Indonesian authorities claimed that the armed group responsible for the murders numbered around 40 people and was led by Egianus Kogoya. During the evacuation process, the Indonesian National Armed Forces alleged that the rebel soldiers attacked their evacuation helicopters. In return, the armed group alleged that the Indonesian military used bombs and explosives during the evacuation process, which the military denied, but they did acknowledge the use of grenade launchers on infantry assault rifles.

== Responses ==
The TPNPB claimed responsibility of the attack, stating that the victims were not civilian workers, but in fact "armed members of Indonesia's military ... disguised as civilians". Jacob Rumbiak, spokesman for the United Liberation Movement for West Papua (ULMWP), justified the murders as "self defense against Indonesian occupation".

Joko Widodo, President of Indonesia, ordered for the arrest of the perpetrators and for the road construction to continue. Minister of Defense Ryamizard Ryacudu stated that there will be no negotiations and the armed group should "surrender or be finished off".

== Aftermath ==
Indonesian president Joko Widodo condemned the attack and promised a quick response, and the Papuan provincial administration described it as a "human rights violation". Indonesian authorities began an investigation of the murders and deployed armed personnel to the region. In an open letter addressed to Widodo and read in a YouTube video, a rebel spokesperson from the Free Papua Movement stated their demand that another referendum be held for native Papuans, and added that they would not surrender to the Indonesian government. The Trans-Papua Highway project was also suspended temporarily due to security concerns in the area.

The Indonesian National Armed Forces indicated that they would not be initiating a formal military operation in the region, although a spokesman of Kodam XVII/Cenderawasih remarked that a "normal" joint operation with the Indonesian National Police would be sufficient. According to Moeldoko, Chief of the Presidential Staff Office, 154 soldiers and policemen were sent to the area to aid in the investigation.

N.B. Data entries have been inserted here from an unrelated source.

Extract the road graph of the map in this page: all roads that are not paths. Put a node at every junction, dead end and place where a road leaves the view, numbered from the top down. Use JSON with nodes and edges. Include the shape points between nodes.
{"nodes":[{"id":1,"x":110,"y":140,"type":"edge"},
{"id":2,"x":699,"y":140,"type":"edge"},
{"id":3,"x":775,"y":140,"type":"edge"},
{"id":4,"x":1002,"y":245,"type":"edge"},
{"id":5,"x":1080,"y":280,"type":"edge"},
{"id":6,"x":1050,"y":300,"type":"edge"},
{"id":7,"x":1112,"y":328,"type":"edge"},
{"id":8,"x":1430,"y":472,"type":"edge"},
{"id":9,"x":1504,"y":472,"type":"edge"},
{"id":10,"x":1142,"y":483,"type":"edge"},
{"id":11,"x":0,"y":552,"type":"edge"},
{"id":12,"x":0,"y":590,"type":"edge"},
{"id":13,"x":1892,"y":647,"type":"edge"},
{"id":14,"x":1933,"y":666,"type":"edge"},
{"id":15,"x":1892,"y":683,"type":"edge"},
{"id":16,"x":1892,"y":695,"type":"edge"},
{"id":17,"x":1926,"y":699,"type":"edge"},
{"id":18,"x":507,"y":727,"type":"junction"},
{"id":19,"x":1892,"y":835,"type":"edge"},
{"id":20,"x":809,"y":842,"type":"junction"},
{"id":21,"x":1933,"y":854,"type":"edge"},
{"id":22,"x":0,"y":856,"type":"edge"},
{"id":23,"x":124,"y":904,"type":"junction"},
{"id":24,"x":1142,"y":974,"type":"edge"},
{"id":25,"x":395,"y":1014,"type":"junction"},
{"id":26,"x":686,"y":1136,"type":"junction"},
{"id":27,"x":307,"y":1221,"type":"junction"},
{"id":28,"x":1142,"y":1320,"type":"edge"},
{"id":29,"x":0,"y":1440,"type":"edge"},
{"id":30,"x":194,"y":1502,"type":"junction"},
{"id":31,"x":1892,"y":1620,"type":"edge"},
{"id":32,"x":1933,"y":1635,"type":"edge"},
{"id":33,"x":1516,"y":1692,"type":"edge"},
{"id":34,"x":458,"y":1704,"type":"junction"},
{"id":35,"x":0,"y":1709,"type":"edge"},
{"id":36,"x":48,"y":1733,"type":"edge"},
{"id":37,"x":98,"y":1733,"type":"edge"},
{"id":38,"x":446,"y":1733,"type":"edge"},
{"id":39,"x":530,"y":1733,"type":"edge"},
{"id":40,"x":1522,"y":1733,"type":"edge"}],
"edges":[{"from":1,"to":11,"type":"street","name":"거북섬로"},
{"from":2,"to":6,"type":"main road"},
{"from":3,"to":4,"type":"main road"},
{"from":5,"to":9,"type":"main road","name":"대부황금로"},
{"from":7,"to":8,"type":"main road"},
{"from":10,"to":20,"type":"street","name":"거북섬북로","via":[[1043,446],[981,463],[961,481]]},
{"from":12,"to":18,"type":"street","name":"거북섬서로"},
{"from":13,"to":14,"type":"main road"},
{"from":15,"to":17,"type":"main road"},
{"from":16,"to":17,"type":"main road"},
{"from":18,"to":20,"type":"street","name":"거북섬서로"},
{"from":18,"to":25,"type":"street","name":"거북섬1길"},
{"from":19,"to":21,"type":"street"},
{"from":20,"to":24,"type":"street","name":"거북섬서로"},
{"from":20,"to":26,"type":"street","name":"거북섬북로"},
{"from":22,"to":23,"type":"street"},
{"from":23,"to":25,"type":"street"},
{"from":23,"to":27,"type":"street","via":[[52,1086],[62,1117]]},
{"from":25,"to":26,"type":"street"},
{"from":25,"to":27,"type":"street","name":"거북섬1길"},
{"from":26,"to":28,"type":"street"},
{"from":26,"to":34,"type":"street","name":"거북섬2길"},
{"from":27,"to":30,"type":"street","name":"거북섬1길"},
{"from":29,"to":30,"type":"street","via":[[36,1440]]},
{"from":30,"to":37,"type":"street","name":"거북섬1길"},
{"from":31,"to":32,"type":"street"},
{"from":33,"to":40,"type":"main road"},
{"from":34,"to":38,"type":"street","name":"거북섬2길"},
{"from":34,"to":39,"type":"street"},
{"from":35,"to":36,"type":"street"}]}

On 20 December 2018, following operations by the Indonesian military, four civilians were found dead. Local authorities claimed that the civilians had been trapped in firefights between the army and the armed groups. According to volunteers grouped under the Nduga Solidarity Civil Society Coalition, tens of thousands of civilians were displaced by the fighting - with figures ranging from 39,000 to 52,000 - and reportedly, 182 had died in the refugee camps due to poor healthcare and access to basic supplies. The refugee death toll was disputed by the government, who gave a number of 53.